### Your instructions
Look below for lines that hold the string "street" and copy each one.

[Collected data]
----------------
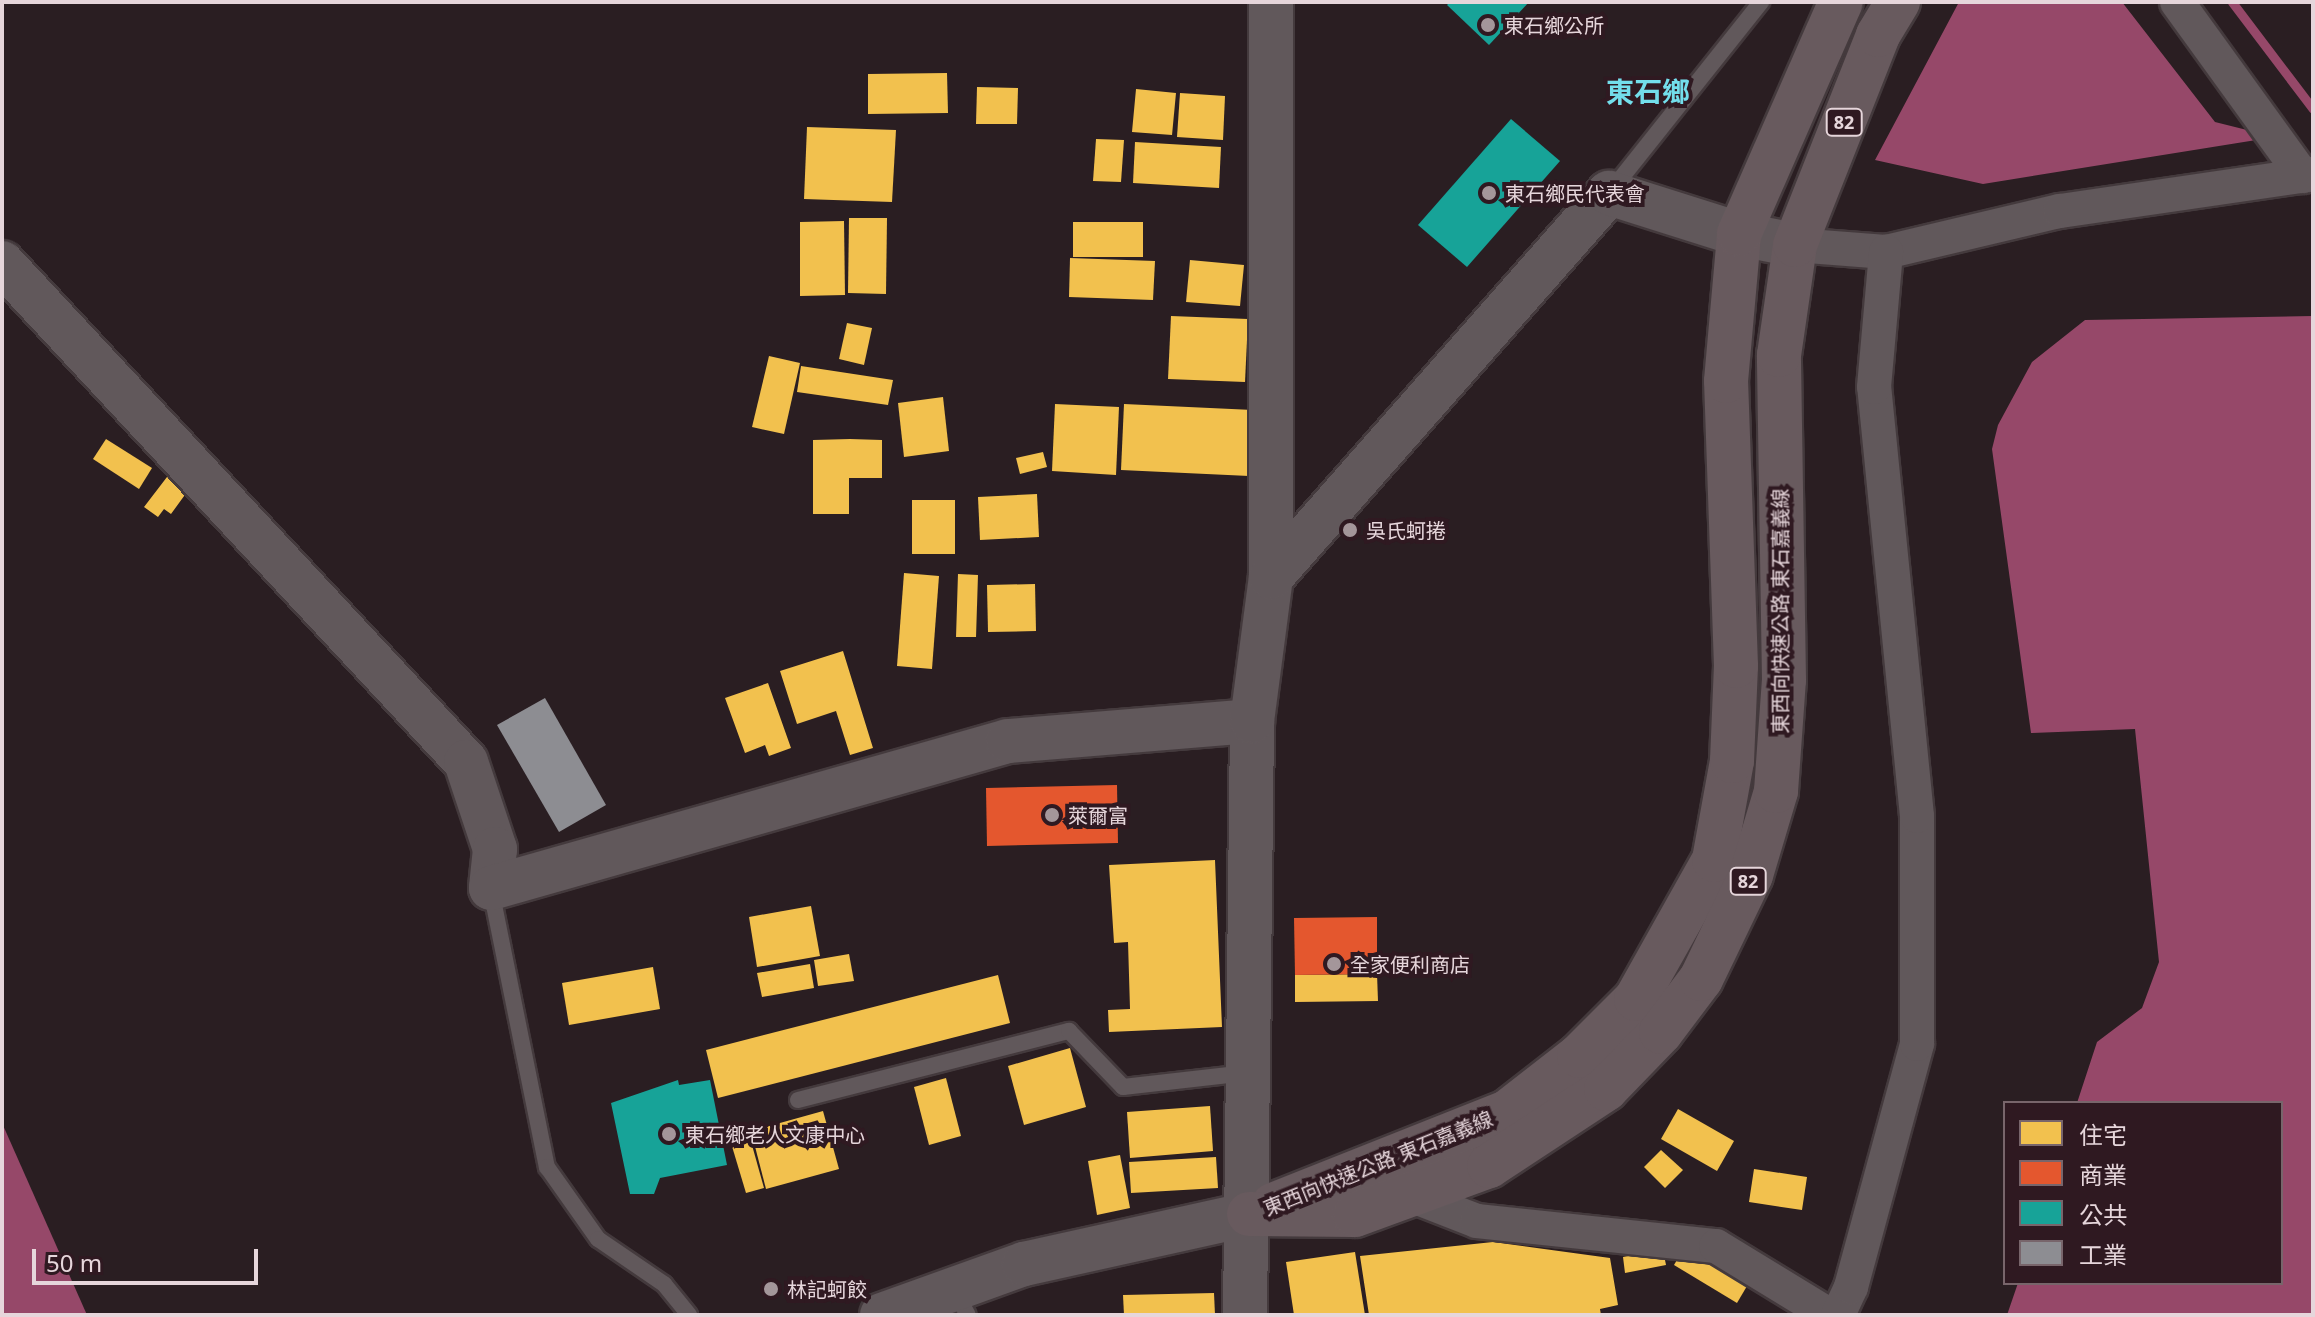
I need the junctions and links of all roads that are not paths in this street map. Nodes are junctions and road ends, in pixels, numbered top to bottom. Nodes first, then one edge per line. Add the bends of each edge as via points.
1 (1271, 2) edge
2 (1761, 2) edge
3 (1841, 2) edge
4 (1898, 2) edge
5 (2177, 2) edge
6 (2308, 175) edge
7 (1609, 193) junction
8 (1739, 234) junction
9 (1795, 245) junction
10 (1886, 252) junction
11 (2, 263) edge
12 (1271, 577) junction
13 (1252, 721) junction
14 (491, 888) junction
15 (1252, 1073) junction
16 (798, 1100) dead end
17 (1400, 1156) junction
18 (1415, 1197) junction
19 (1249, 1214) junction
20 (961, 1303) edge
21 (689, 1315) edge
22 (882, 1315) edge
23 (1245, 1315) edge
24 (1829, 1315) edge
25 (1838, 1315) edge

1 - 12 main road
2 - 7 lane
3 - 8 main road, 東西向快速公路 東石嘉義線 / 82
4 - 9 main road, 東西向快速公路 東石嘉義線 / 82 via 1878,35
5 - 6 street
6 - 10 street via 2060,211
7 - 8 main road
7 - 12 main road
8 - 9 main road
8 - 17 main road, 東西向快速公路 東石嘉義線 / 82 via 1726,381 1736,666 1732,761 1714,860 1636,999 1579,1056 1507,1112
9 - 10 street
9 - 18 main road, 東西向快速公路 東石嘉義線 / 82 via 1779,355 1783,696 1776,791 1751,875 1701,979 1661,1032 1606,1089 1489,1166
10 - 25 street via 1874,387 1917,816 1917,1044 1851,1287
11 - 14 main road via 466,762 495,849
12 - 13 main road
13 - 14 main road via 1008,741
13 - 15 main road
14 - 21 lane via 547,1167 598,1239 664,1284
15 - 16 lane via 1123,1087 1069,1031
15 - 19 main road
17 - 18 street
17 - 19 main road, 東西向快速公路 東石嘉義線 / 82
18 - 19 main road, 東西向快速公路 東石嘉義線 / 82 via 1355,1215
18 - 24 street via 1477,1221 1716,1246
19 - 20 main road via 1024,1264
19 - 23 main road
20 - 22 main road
----------------
### Solved exercise
I need the junctions and links of all roads that are not paths in this street map. Nodes are junctions and road ends, in pixels, numbered top to bottom. Nodes first, then one edge per line. Add the bends of each edge as via points.
5 - 6 street
6 - 10 street via 2060,211
9 - 10 street
10 - 25 street via 1874,387 1917,816 1917,1044 1851,1287
17 - 18 street
18 - 24 street via 1477,1221 1716,1246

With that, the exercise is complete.